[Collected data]
────

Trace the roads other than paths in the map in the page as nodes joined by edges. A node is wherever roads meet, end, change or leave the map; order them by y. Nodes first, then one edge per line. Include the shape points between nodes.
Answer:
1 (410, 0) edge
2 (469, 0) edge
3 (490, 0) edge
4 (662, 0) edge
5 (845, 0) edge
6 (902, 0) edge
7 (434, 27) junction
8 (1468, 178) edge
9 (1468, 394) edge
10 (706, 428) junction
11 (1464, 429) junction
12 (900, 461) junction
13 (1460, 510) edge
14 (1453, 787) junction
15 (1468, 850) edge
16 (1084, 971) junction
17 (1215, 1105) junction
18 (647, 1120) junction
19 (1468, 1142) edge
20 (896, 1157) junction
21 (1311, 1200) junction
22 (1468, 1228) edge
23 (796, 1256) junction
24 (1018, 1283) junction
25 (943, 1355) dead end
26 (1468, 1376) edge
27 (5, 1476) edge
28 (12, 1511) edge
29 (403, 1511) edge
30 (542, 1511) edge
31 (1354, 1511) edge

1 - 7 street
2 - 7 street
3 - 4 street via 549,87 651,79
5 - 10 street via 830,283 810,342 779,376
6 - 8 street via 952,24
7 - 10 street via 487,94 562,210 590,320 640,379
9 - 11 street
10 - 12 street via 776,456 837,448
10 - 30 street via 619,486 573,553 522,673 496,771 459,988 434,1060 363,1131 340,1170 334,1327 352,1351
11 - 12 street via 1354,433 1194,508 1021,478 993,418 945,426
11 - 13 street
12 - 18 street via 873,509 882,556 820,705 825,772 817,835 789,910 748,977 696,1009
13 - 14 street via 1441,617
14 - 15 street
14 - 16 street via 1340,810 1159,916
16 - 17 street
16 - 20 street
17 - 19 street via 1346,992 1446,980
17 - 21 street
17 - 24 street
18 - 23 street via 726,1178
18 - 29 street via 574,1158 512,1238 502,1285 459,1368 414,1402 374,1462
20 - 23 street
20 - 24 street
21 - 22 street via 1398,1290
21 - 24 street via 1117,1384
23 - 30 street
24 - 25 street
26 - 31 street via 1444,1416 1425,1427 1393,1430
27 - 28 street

────

WORK TASK: Count the lines in the records that include the word "junction". Report the total alone.

FINISHED TASK: 12